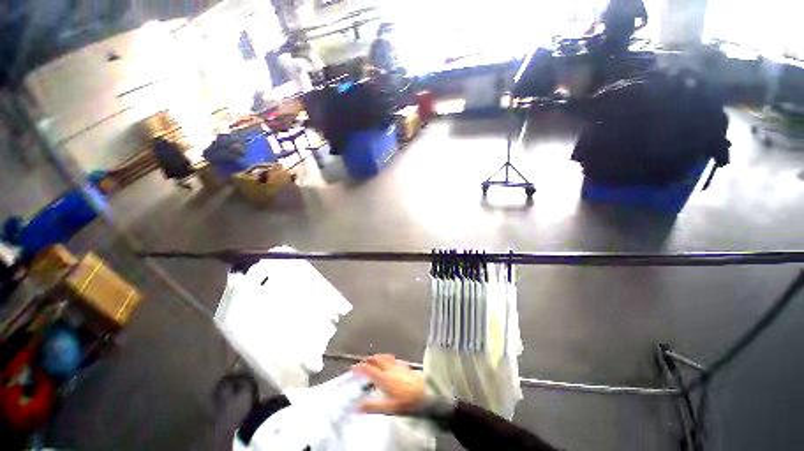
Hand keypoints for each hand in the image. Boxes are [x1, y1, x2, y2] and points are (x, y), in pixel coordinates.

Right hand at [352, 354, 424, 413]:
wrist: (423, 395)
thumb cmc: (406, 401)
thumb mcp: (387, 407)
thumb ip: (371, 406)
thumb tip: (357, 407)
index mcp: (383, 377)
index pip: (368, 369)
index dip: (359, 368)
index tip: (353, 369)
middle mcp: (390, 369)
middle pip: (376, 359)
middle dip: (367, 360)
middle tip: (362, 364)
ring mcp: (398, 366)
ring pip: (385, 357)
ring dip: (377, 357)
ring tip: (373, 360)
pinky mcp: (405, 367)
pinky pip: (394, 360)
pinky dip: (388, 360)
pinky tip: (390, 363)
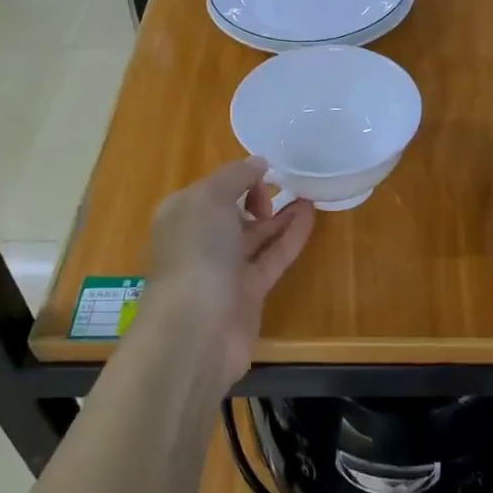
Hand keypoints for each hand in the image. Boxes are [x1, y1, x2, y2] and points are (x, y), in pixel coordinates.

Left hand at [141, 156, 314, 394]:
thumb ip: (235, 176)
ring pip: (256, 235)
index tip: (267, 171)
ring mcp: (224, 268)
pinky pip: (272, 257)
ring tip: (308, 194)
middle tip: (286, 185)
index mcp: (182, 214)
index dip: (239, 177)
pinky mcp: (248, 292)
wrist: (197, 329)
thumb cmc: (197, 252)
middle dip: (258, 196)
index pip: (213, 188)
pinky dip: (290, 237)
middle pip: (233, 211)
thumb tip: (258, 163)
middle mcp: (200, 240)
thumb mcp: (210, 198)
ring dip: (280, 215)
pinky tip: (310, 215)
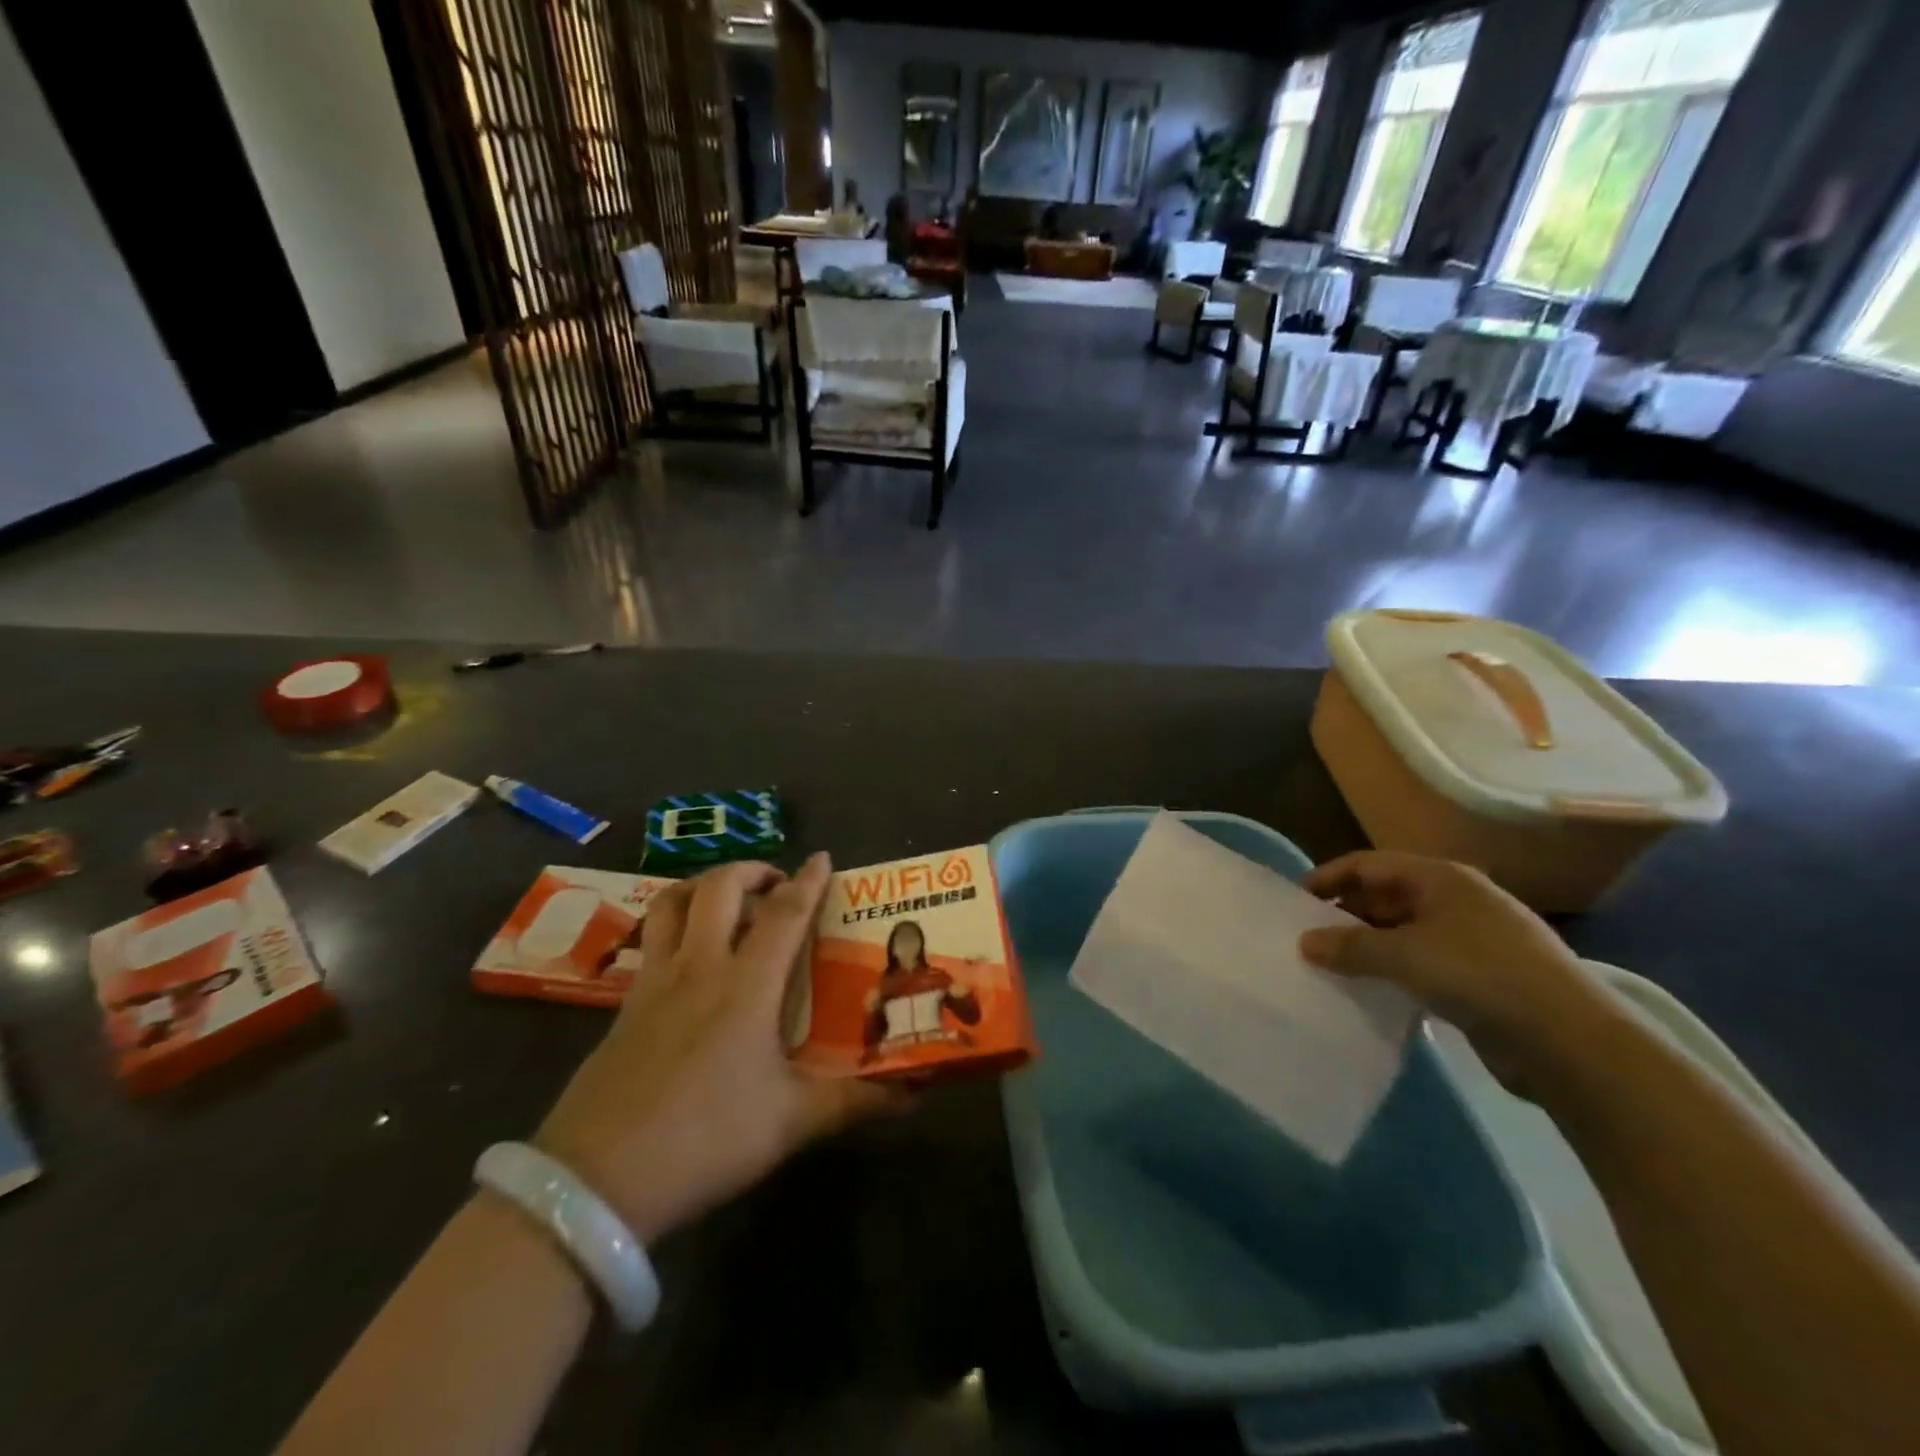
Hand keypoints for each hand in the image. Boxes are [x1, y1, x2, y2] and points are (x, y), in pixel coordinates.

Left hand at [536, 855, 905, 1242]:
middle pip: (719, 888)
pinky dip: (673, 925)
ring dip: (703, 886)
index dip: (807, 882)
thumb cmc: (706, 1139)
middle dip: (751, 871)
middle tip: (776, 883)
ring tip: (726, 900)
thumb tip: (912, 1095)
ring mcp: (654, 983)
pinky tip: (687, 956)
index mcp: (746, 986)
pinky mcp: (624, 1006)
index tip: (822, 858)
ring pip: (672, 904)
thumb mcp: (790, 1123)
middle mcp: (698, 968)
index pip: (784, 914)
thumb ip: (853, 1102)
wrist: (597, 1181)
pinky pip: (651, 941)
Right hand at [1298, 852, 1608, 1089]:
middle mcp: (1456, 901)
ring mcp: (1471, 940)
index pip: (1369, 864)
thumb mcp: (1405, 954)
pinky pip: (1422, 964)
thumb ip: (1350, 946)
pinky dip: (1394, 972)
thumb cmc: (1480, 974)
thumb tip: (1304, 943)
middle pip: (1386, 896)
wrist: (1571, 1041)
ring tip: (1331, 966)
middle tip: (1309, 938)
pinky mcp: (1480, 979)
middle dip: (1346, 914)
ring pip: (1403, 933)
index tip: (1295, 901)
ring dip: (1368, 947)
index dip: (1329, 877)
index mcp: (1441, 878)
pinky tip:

|---|

* **TASK REQUIREMENTS**
Lines that contain the string "hand" should be copied from the material above.

* **REPLY TO THE EXERCISE**
Hand keypoints for each hand in the image. Boxes are [x1, y1, x2, y2] and points are (x, y), in pixel coordinates.
Right hand at [352, 354, 424, 413]:
Hand keypoints for each hand in the image. Boxes are [x1, y1, x2, y2] and points are (x, y), in pixel coordinates.
Left hand at [141, 156, 314, 394]:
Hand keypoints for each hand in the image. Boxes are [x1, y1, x2, y2] and points are (x, y), in pixel coordinates.
Left hand at [536, 855, 905, 1242]:
Right hand at [1298, 852, 1608, 1089]:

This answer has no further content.